Embora algumas vozes influentes do debate acadêmico há certo tempo sustentem que o
DMA perseguirá os mesmos objetivos do Direito da Concorrência, ainda que sem a
prevalência do critério do consumer welfare[2], há muitas razões para se crer que a nova lei
modificou a natureza de remédios que, embora inicialmente pensados para o regime
antitruste, agora protegem outros bens jurídicos[3]. As possibilidades de distanciamento
entre os objetivos do DMA e do TFUE colocam a nova lei numa “posição epistemológica
particular” (tradução livre)[4].
Esse debate não é meramente teórico. Quando as obrigações do novo DMA começarem a
valer a partir de 2024, a Comissão Europeia terá que esclarecer quais padrões de ilicitude
serão utilizados. É nesse momento que se questionará quanto do Direito Concorrencial
cabe dentro do DMA.
Mesmo que ainda seja cedo, o texto aprovado pelo Parlamento Europeu na semana
passada parece ter tentado, ao máximo, fugir das porosidades do Direito da Concorrência.
Isso fica particularmente claro em dois dos seus pilares: (i) o processo de designação de
gatekeeper e (ii) o conteúdo das suas obrigações.

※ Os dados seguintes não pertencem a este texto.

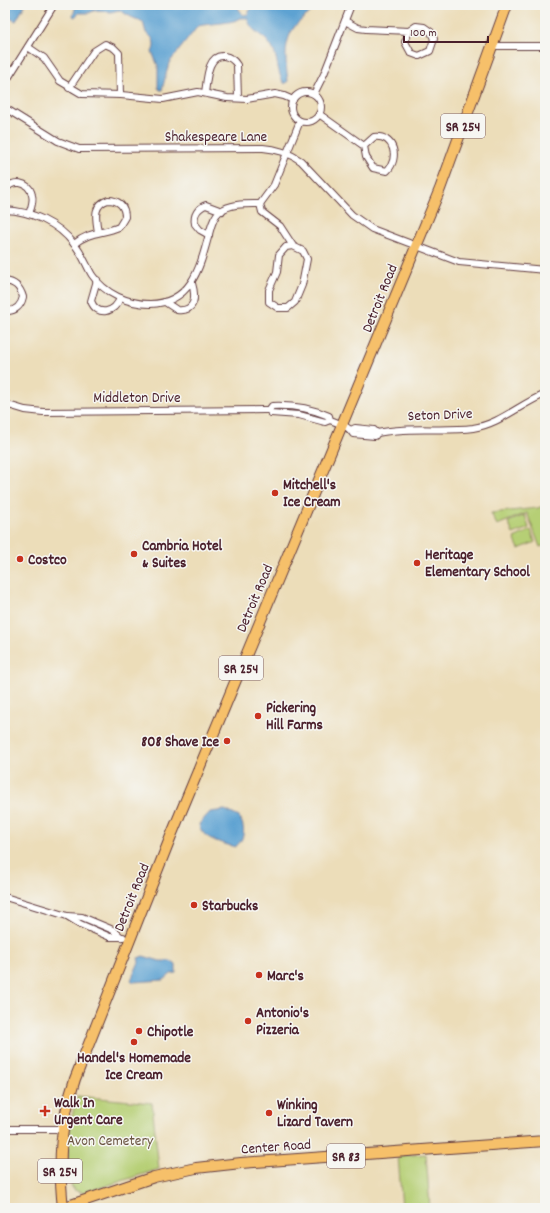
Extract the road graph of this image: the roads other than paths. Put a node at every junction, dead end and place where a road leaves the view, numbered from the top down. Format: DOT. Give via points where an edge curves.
graph roads {
  1 [pos="54,5"];
  2 [pos="351,5"];
  3 [pos="507,5"];
  4 [pos="344,21"];
  5 [pos="409,31"];
  6 [pos="492,46"];
  7 [pos="545,46"];
  8 [pos="28,47"];
  9 [pos="5,83"];
  10 [pos="69,88"];
  11 [pos="205,93"];
  12 [pos="314,94"];
  13 [pos="120,95"];
  14 [pos="238,98"];
  15 [pos="293,100"];
  16 [pos="5,108"];
  17 [pos="319,114"];
  18 [pos="300,121"];
  19 [pos="364,146"];
  20 [pos="287,153"];
  21 [pos="5,190"];
  22 [pos="260,204"];
  23 [pos="5,210"];
  24 [pos="222,210"];
  25 [pos="29,214"];
  26 [pos="98,232"];
  27 [pos="209,235"];
  28 [pos="74,244"];
  29 [pos="293,246"];
  30 [pos="416,246"];
  31 [pos="545,270"];
  32 [pos="96,280"];
  33 [pos="5,282"];
  34 [pos="192,283"];
  35 [pos="120,298"];
  36 [pos="165,302"];
  37 [pos="5,311"];
  38 [pos="545,394"];
  39 [pos="5,404"];
  40 [pos="342,425"];
  41 [pos="5,897"];
  42 [pos="125,938"];
  43 [pos="5,1128"];
  44 [pos="62,1129"];
  45 [pos="545,1141"];
  46 [pos="63,1208"];
  1 -- 8 [label="street"];
  2 -- 4 [label="street"];
  3 -- 6 [label="main road, Detroit Road / SR 254"];
  4 -- 5 [label="street" via="358,28"];
  4 -- 12 [label="street"];
  5 -- 5 [label="street" via="405,42 411,53 423,55 430,51 434,44 431,32 420,26"];
  6 -- 7 [label="street"];
  6 -- 30 [label="main road, Detroit Road / SR 254" via="440,189"];
  8 -- 9 [label="street"];
  8 -- 10 [label="street" via="41,55 57,79"];
  10 -- 13 [label="street" via="88,95"];
  10 -- 13 [label="street" via="94,51 105,44 119,53"];
  11 -- 13 [label="street" via="191,93 170,99"];
  11 -- 14 [label="street"];
  11 -- 14 [label="street" via="211,62 218,57 226,57 237,65"];
  12 -- 15 [label="street" via="304,92"];
  12 -- 17 [label="street" via="321,104"];
  14 -- 15 [label="street" via="275,94"];
  15 -- 18 [label="street" via="292,110"];
  16 -- 20 [label="street, Shakespeare Lane" via="58,141 80,149 263,148"];
  17 -- 18 [label="street" via="309,122"];
  17 -- 19 [label="street"];
  18 -- 20 [label="street"];
  19 -- 19 [label="street" via="366,157 373,168 387,171 394,154 391,142 374,137"];
  20 -- 22 [label="street" via="274,185"];
  20 -- 30 [label="street, Shakespeare Lane" via="306,166 360,222"];
  21 -- 25 [label="street" via="16,183 28,187 33,199"];
  22 -- 24 [label="street" via="234,205"];
  22 -- 29 [label="street" via="260,210 280,226"];
  23 -- 25 [label="street"];
  24 -- 27 [label="street" via="216,216"];
  24 -- 27 [label="street" via="206,204 196,213 195,224"];
  25 -- 28 [label="street" via="47,221"];
  26 -- 26 [label="street" via="115,229 122,224 125,212 119,202 108,200 98,207"];
  26 -- 28 [label="street"];
  27 -- 34 [label="street" via="200,267"];
  28 -- 32 [label="street"];
  29 -- 29 [label="street" via="303,251 307,259 302,285 292,306 283,309 270,302 268,290 281,252 286,247"];
  30 -- 31 [label="street, Shakespeare Lane" via="460,262"];
  30 -- 40 [label="main road, Detroit Road / SR 254"];
  32 -- 35 [label="street" via="104,289"];
  32 -- 35 [label="street" via="91,301 98,310 112,310"];
  33 -- 37 [label="street" via="15,284 22,296 18,307 10,312"];
  34 -- 36 [label="street" via="180,295"];
  34 -- 36 [label="street" via="195,297 188,308 177,310"];
  35 -- 36 [label="street" via="141,303"];
  38 -- 40 [label="street, Seton Drive" via="504,418 473,428 399,429 366,436 353,434"];
  39 -- 40 [label="street, Middleton Drive" via="43,412 269,410 271,413 300,415 325,422 330,420"];
  40 -- 42 [label="main road, Detroit Road / SR 254"];
  41 -- 42 [label="street" via="67,916 82,917"];
  42 -- 44 [label="main road, Detroit Road / SR 254" via="75,1079"];
  43 -- 44 [label="street"];
  44 -- 46 [label="main road, Detroit Road / SR 254" via="60,1173"];
  45 -- 46 [label="main road, Center Road / SR 83" via="196,1168 154,1177"];
}
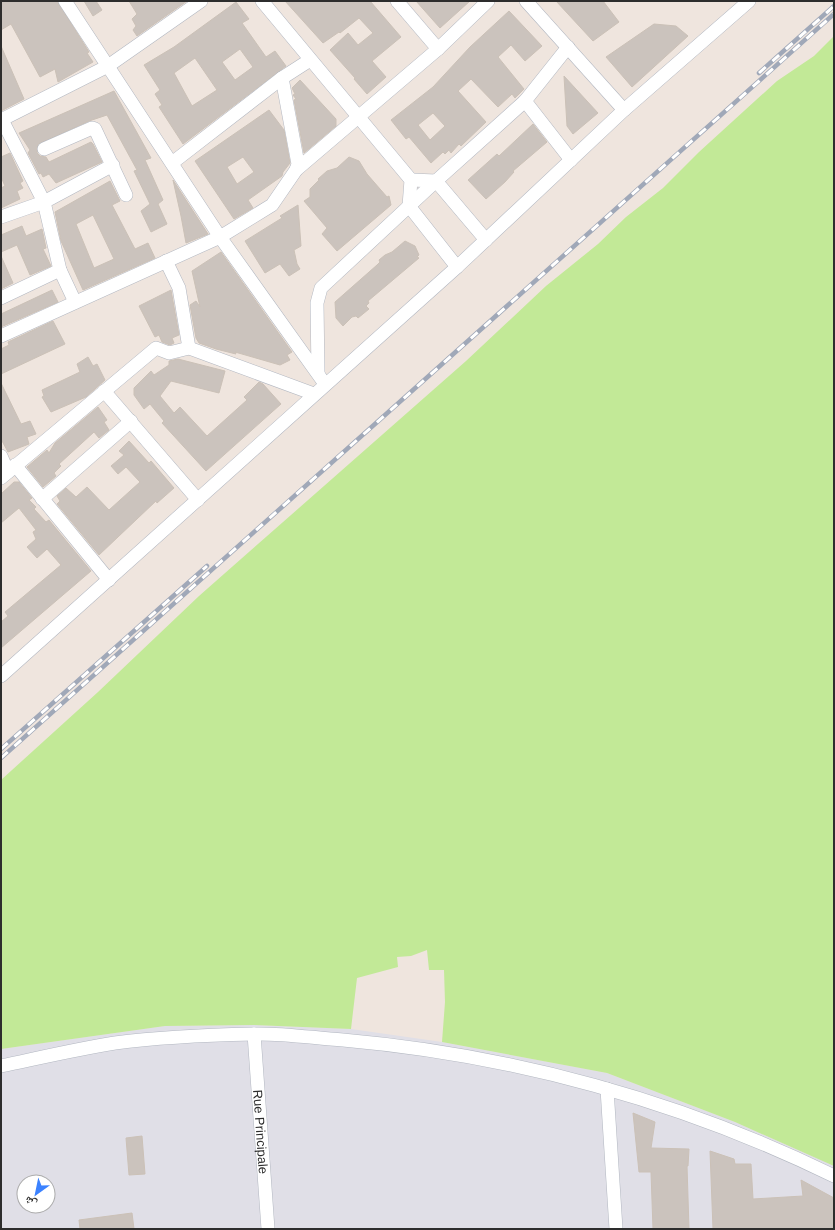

O texto aprovado não caminhou nesse sentido. Ele presume a posição de gatekeeper a
partir de critérios quantitativos de faturamento ou de valor de mercado das empresas
(artigo 3, nº 2). Mesmo que o agente econômico tente refutar tal presunção, o
Considerando nº 23 definiu que a Comissão Europeia deverá considerar nessa fase
“apenas aqueles elementos diretamente relacionados aos critérios quantitativos” (tradução
livre) — tais como os valores de faturamento, número de usuários e a relevância do serviço
principal da plataforma nas suas vendas totais. Assim, as condições reais de concorrência
no mercado parecem ter sido tratadas como pouco relevantes para o enquadramento
normativo[5].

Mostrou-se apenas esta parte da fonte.